Comment by Aurornis
17 hours ago
When you read through the article it shows that the gap between doctors and LLMs actually disappeared (in terms of statistical significance) once both were allowed to read the full case notes.
The headline is quoting a number based on guessed diagnoses from nurse's notes. The LLM was happier to take guesses from the selected case studies than the doctors is my guess.
Not only is the study testing something which only vaguely resembles how doctors diagnose patients, but isolated accuracy percentages are also a terrible way to measure healthcare quality.
If 90% of patients have a cold, and 10% have metastatic aneuristic super-boneitis, then you can get 90% accuracy by saying every patient has a cold. I would expect a probabilistic token-prediction machine to be good at that. But hopefully, you can see why a human doctor might accept scoring a lower accuracy percentage, if it means they follow up with more tests that catch the 10% boneitis.
What percentage of patients have blood clots in their lungs and a history of lupus, like the article described? That's not on the same level as a common cold at all.
> One experiment focused on 76 patients who arrived at the emergency room of a Boston hospital.

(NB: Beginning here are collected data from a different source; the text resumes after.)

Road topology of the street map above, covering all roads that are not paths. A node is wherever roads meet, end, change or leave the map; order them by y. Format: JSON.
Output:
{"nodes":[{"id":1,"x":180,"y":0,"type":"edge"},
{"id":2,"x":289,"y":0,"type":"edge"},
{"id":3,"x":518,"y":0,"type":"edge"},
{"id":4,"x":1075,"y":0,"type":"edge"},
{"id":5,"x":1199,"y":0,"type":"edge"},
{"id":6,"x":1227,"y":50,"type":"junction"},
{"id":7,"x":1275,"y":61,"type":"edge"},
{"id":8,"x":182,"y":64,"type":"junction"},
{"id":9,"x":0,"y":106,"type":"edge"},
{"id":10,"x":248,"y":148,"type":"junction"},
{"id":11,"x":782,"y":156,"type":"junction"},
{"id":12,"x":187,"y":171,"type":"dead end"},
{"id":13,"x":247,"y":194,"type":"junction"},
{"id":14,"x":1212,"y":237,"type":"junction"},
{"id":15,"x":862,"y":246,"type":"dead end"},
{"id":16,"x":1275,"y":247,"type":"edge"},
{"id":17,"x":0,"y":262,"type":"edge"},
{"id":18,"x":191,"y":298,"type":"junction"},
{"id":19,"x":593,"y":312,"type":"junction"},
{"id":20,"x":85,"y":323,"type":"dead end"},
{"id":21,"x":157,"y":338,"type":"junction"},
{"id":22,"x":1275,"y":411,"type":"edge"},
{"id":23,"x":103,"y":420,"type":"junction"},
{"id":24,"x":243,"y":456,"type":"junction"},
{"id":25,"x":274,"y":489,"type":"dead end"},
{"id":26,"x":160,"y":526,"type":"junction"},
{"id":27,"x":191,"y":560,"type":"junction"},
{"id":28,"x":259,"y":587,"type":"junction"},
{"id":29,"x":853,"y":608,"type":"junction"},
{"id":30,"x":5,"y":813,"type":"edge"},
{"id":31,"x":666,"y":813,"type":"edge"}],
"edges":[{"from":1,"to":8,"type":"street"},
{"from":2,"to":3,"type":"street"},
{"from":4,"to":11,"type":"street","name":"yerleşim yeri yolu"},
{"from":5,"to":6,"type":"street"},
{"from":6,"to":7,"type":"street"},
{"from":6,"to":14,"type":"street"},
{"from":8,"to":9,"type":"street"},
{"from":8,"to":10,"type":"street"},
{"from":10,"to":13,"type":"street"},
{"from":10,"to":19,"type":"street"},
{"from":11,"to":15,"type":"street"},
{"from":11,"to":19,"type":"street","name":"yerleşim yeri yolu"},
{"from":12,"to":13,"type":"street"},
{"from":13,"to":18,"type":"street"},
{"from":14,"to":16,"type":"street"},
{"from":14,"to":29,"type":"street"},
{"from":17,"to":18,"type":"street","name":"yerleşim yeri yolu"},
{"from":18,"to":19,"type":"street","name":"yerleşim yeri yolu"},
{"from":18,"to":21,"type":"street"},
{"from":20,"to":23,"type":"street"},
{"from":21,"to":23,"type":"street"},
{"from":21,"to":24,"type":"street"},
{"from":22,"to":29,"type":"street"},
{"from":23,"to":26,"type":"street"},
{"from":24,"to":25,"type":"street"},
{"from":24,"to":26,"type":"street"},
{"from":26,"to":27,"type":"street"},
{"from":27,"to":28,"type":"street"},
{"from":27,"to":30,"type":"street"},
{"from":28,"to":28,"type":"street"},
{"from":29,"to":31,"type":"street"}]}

> In one case in the Harvard study, a patient presented with a blood clot to the lungs and worsening symptoms.
That's a single anecdotal fluke from the study, which is misleadingly used to represent the headlining percentages.
If you read the linked paper, it says the LLMs did not outperform any group of doctors in the most important cases:
> The median proportion of cannot-miss diagnoses included for o1-preview was 0.92 [interquartile range (IQR) 0.62 to 1.0], although this was not significantly higher than GPT-4, attending physicians, or residents.
And again, the bigger issue is that skimming nurse's notes and predicting the next tokens, as the study made the doctors do, is not how doctors diagnose medical conditions.